PRF¶
Pseudo (or blind) Relevance-Feedback module. The Query-Augmentation method applies a fast document retrieving method and then extracts keywords from relevant documents. Thus, we have to retrieve top words from relevant documents to give a proper augmentation of a given query.
Parameters¶
-
on (Union[str, list])
Fields to use for fitting the spelling corrector on.
-
documents (list)
-
tf (sklearn.feature_extraction.text.CountVectorizer) – defaults to
sparse.TfidfVectorizer()
defaults to sklearn.feature_extraction.text.sparse.TfidfVectorizer. If you want to implement your own tf, it needs to follow the sklearn base API and provides the
transform
fit_transform
andget_feature_names_out
methods.
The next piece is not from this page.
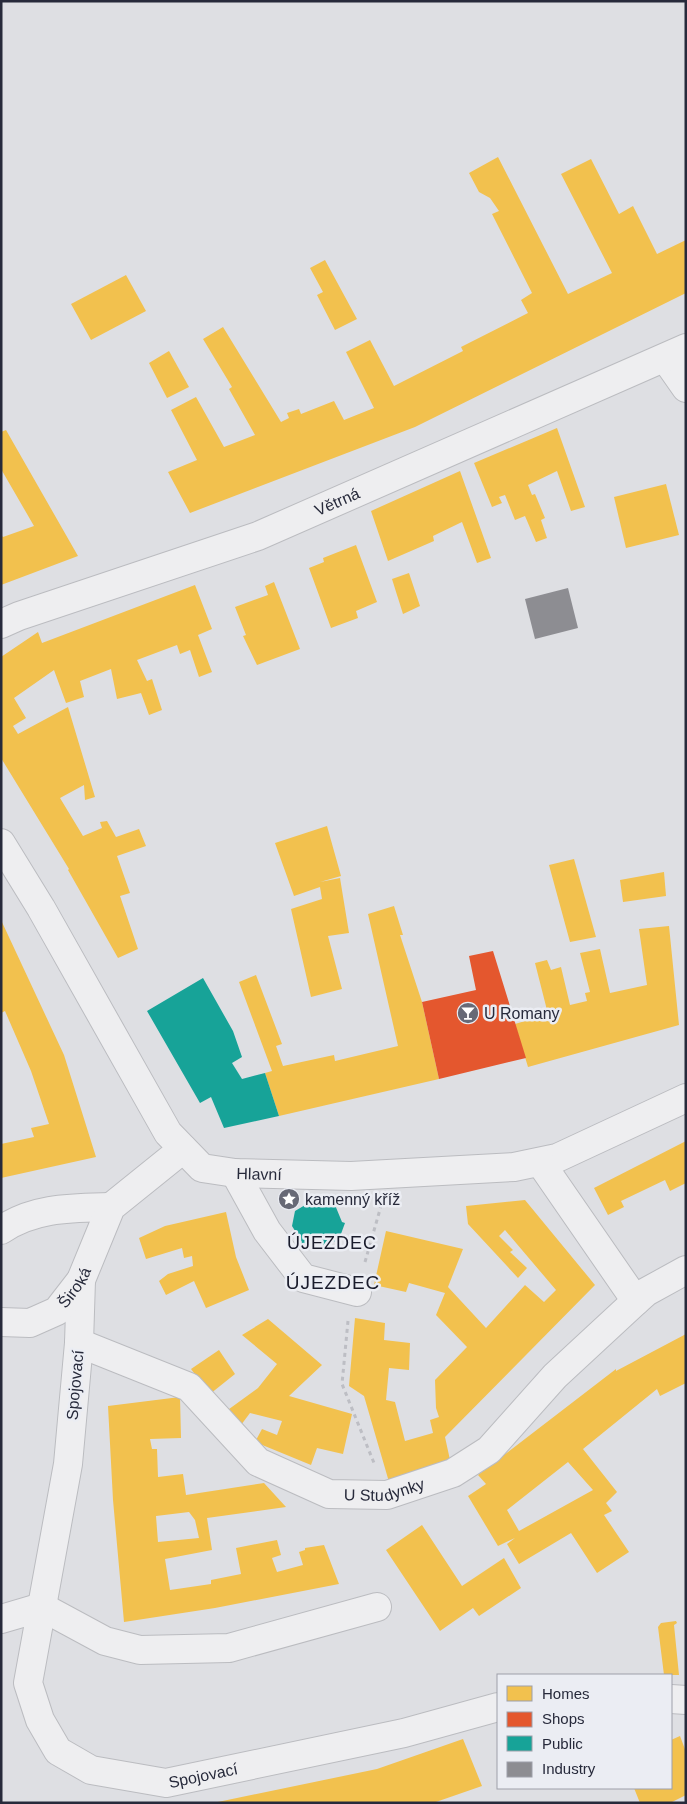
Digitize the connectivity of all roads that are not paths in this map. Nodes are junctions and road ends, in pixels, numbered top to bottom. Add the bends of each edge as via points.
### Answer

See sklearn documentation for more information. -
nb_docs (int) – defaults to
5
Number of documents from which to retrieve top-terms.
-
nb_terms_per_doc (int) – defaults to
3
Number of terms to extract from each top documents retrieved.
Attributes¶
- type
Examples¶
>>> from cherche import query, data
>>> documents = data.load_towns()
>>> prf = query.PRF(
... on=["title", "article"],
... nb_docs=8, nb_terms_per_doc=1,
... documents=documents
... )
>>> prf
Query PRF
on : title, article
documents: 8
terms : 1
>>> prf(q="Europe")
'Europe art metro space science bordeaux paris university significance'
>>> prf(q=["Europe", "Paris"])
['Europe art metro space science bordeaux paris university significance', 'Paris received paris club subway billion source tour tournament']
Methods¶
call
Augment a given query with new terms.
Parameters
- q (Union[List[str], str])
- kwargs